For some people, though, rehabilitative justice is a difficult concept. They’ll ask: “Well, where was the aroha for the victims when your client committed the crime?” They want to see punishment. They want to see accountability in harsh terms.
And a problem for us in Aotearoa is that punishment as the starting point for justice remains firmly embedded in our system.
So, while Te Ao Mārama court seeks change, it’s change to just one section of the brown prison pipeline. It’s not a transformation of the entire system.
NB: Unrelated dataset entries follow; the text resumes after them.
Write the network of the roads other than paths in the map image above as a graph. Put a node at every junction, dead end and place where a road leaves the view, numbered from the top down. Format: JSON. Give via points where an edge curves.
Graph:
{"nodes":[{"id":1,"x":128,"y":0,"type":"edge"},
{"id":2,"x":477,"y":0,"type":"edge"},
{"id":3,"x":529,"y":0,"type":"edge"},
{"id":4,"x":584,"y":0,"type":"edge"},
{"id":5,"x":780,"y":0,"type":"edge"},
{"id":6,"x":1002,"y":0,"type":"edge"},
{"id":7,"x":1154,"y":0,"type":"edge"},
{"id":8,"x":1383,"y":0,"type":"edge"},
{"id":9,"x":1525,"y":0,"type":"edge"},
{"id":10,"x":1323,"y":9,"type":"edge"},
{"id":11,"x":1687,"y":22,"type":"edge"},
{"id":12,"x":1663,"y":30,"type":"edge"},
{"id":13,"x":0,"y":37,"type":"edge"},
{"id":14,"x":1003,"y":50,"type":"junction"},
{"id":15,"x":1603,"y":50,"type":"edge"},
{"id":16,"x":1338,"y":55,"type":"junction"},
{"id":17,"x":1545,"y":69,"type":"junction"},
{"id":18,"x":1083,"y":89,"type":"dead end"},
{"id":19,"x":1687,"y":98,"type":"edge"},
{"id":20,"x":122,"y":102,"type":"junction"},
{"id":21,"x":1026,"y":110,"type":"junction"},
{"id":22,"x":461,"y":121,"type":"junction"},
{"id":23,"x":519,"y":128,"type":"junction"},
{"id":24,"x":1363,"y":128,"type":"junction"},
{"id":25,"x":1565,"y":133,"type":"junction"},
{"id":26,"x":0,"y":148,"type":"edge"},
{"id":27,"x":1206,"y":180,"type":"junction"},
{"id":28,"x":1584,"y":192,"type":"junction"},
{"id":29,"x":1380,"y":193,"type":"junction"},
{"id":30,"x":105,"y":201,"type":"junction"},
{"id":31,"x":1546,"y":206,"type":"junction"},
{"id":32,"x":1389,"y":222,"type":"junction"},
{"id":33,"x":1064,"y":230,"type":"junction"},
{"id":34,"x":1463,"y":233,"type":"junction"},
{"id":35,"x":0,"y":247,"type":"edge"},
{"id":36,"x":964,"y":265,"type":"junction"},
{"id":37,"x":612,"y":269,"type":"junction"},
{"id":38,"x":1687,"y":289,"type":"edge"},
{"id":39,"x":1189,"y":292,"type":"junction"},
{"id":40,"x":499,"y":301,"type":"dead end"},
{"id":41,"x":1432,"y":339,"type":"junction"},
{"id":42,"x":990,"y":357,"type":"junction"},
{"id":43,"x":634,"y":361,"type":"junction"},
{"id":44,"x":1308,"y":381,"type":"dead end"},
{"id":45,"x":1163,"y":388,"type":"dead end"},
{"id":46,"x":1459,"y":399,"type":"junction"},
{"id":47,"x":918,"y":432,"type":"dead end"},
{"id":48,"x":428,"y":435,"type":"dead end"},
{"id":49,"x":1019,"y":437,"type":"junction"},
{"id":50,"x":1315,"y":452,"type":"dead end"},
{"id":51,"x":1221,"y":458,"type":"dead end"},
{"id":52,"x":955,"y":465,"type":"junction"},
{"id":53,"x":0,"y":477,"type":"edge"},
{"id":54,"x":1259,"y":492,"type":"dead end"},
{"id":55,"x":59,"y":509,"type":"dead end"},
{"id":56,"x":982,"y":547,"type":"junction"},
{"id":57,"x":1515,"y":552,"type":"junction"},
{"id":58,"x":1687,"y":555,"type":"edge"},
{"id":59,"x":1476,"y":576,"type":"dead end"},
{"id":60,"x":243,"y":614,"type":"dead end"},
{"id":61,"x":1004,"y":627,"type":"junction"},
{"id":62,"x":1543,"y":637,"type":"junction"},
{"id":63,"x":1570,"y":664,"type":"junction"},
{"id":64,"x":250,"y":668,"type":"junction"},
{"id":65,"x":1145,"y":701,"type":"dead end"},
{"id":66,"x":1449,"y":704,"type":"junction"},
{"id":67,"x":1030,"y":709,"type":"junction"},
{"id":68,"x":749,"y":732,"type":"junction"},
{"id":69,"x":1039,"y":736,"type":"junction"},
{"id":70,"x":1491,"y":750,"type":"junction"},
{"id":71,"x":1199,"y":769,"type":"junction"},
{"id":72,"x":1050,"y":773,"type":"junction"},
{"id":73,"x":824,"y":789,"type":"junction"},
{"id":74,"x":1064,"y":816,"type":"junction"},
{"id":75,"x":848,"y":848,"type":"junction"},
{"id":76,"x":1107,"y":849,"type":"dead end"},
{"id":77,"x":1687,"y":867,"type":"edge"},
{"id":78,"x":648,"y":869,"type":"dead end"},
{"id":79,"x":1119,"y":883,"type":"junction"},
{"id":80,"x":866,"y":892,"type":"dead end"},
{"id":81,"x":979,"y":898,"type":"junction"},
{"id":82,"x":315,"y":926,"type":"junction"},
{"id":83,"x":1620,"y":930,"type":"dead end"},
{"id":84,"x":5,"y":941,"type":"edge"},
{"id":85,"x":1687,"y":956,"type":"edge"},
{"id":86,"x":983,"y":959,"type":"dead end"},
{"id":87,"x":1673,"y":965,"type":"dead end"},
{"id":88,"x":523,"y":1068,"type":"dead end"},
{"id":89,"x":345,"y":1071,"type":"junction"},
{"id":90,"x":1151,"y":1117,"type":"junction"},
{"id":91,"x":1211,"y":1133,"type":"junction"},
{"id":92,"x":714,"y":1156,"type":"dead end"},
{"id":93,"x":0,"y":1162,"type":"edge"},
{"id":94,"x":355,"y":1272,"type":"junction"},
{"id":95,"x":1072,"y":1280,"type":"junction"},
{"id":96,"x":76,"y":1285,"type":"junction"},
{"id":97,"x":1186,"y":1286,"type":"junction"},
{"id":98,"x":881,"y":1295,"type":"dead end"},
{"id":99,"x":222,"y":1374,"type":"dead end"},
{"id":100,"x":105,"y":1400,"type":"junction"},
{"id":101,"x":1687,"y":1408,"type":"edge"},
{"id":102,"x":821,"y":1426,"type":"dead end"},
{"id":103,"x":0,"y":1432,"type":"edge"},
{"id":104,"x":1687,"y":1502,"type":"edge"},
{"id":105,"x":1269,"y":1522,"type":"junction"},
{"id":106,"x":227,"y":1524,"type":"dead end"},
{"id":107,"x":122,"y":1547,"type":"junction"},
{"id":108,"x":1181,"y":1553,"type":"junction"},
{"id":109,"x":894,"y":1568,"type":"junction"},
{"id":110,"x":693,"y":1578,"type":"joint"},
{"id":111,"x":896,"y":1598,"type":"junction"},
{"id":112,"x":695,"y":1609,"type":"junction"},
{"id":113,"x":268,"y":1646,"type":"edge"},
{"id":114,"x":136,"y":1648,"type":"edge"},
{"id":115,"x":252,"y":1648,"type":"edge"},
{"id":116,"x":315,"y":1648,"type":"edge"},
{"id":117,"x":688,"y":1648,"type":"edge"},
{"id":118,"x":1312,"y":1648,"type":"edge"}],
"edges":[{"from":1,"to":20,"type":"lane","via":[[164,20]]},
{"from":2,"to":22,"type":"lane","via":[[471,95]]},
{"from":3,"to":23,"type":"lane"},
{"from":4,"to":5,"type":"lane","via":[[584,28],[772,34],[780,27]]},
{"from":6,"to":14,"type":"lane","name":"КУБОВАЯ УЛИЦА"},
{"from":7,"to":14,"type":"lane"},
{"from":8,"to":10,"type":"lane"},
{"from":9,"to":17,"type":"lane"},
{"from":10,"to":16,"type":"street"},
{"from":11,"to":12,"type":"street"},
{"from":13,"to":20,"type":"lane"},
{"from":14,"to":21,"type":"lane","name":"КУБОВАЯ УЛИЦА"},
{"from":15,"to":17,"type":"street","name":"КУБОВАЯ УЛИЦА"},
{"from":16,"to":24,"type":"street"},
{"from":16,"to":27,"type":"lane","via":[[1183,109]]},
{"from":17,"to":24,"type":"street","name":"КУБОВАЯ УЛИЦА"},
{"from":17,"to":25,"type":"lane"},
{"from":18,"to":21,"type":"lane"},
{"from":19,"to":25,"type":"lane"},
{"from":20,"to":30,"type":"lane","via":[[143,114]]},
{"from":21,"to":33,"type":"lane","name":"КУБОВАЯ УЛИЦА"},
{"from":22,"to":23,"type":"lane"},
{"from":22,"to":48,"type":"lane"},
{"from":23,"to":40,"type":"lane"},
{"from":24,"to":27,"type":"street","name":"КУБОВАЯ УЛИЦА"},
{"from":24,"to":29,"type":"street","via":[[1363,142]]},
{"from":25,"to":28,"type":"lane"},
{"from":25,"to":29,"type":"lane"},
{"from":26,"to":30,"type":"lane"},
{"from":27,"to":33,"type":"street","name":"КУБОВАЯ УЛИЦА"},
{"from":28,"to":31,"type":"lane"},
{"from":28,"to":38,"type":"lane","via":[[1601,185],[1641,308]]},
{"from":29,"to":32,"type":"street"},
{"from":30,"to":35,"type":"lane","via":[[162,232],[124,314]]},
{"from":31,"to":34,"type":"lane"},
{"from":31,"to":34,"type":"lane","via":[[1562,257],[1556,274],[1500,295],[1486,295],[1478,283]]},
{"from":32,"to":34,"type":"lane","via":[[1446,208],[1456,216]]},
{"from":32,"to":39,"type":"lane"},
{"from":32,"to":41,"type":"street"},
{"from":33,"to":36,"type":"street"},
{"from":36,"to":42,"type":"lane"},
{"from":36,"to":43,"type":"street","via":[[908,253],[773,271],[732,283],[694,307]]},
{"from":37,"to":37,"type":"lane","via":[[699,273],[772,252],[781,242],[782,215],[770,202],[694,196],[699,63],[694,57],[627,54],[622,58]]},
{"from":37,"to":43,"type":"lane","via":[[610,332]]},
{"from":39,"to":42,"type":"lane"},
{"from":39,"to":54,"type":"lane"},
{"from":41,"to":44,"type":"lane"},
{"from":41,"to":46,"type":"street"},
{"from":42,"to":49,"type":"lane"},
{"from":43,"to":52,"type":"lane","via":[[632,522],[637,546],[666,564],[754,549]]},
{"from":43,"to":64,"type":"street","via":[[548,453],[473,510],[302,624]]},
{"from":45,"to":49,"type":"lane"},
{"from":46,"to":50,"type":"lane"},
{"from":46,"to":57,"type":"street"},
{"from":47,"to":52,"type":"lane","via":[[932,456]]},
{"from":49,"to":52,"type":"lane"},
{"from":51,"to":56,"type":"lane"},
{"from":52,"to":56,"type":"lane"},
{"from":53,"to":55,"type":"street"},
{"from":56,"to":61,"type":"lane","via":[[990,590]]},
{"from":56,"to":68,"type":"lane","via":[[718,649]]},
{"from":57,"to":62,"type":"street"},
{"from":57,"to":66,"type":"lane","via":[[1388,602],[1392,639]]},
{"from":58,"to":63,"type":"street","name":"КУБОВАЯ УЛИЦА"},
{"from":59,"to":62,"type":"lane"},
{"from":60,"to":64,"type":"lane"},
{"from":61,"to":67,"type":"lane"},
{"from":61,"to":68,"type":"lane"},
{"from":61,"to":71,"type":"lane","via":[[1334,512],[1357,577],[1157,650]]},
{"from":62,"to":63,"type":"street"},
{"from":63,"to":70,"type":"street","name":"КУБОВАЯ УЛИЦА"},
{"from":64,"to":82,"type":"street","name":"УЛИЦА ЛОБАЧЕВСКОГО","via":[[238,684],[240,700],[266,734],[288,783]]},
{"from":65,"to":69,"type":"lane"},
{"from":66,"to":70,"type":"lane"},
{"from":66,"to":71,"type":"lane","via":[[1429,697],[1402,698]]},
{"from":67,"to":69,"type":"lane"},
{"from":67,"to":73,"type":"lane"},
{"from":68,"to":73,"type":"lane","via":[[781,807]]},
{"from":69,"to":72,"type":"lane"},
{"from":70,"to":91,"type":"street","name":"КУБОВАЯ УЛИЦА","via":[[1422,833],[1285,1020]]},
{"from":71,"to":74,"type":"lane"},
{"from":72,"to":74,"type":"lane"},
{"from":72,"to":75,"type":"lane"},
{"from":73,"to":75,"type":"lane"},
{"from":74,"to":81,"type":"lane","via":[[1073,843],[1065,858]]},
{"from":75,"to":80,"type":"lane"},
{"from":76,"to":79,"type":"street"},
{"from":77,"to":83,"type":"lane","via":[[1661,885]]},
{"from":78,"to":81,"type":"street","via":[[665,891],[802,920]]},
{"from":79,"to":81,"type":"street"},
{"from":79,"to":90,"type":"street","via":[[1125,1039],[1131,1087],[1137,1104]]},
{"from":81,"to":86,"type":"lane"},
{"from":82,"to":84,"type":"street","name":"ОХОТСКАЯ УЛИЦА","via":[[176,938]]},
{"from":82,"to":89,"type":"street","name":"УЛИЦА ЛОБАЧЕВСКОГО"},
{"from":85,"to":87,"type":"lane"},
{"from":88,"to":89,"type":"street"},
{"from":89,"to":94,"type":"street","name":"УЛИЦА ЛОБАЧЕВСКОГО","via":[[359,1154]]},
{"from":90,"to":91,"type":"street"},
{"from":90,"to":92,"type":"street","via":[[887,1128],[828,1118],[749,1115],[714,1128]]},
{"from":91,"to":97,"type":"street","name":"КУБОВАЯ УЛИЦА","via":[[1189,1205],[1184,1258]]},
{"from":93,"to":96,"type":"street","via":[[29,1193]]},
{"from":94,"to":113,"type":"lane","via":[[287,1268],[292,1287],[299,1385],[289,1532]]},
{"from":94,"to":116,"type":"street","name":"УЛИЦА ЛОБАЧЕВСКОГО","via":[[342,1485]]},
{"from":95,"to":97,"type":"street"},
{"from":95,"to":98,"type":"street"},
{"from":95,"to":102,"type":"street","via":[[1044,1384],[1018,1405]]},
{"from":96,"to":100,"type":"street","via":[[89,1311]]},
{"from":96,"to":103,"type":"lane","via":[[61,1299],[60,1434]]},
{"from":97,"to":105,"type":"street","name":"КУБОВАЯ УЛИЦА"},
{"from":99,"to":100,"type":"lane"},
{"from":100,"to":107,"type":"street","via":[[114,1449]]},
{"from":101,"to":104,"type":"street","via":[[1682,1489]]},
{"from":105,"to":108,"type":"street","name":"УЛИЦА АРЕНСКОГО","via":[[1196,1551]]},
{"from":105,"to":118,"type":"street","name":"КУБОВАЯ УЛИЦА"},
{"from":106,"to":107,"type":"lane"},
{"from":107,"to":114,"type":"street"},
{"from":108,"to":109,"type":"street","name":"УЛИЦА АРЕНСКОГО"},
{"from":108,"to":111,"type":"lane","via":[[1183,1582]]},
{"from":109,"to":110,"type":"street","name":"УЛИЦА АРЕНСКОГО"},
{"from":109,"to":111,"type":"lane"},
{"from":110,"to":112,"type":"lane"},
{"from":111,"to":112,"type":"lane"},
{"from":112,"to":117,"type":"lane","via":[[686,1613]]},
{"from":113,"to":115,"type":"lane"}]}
There’s still policing and corrections to confront.
The police may have branded themselves as a more culturally competent entity, but labelling police cars “pirihimana” is a far cry from a fundamental shift in the bias and differential treatment Māori receive.
My clients are far more likely than Pākehā to be stopped by the police for “traffic stops”, they’re less likely than Pākehā to receive diversion, and, to date, none have been accepted to appear before Te Pae Oranga iwi community panels that were heralded as a major shift in preventing reoffending.
At the other end of the pipeline is Corrections. Our punitive incarceration model required $1.8 billion in public money in the last financial year. Yet we’re not made safer by locking up more Māori.
The vast majority of those in prison are there for minor crimes and will soon be released back into the community. They will be someone’s neighbour. But short-term prisons stints don’t offer rehabilitative courses.
We know that up to 90 percent of those in custody suffer from drug or alcohol addiction or a diagnosable mental health condition. In the absence of help for these conditions, courts like Manukau, where I work, end up being packed every week with the same faces and whānau. Report after report from Corrections promises change but, on the ground, nothing has happened.
I’m tempted to romanticise the positives in Te Ao Mārama because I know how desperately it’s needed. But I also know it won’t be effective unless there’s a major overhaul so that police and Corrections are on the same waka. And they aren’t there yet.
Just as important to the success of this new court will be the role that iwi and hapū play. Will they be bystanders brought in for mihi and karakia, or will they participate throughout the process? Will iwi social services be the lead provider for programmes like drug rehabilitation and anger management programmes across Aotearoa? Will they help connect that person with whakapapa and a support network?
Te Ao Mārama is such a promising start. The proof will be in how it’s rolled out. Permitting a haka and waiata in court before sending another Māori to jail is not the Ao Mārama we need. A true Ao Mārama will start with bringing humanity, aroha and whānau to processes in a meaningful way.
As a criminal lawyer, what gives me the most hope are my clients themselves. They have the most complex, difficult backgrounds. They’ve had no one who’s consistently in their corner. But despite that, a lot of them are trying so hard. Many of them are young parents and they want so badly to do better for their kids.
One of them, a young woman, recently said to me: “How do you do that? How do you become a lawyer?” And a lot of lawyers would be thinking: Well, that’s just not possible for you.
But, actually, she’d make a great lawyer. If we had a system that prioritised understanding where our criminals have come from, and that centred manaaki, then she’d make an excellent lawyer.
She’d know, from her own experience, that the way we’ll make our communities safer is by giving those who enter the justice system the help they need to move from darkness to light. Kia puta mai i te pō ki te whai ao, ki te ao mārama.
*Name and some details have been changed for privacy.
Kingi Snelgar (Ngāpuhi, Te Whakatōhea, Ngāti Whakaue, Ngāi Tahu) is a barrister based in Manukau. He specialises in criminal defence and appears in the Youth Court. Before starting as a defence lawyer, he worked as a crown prosecutor and completed a Master of Laws at Harvard Law School.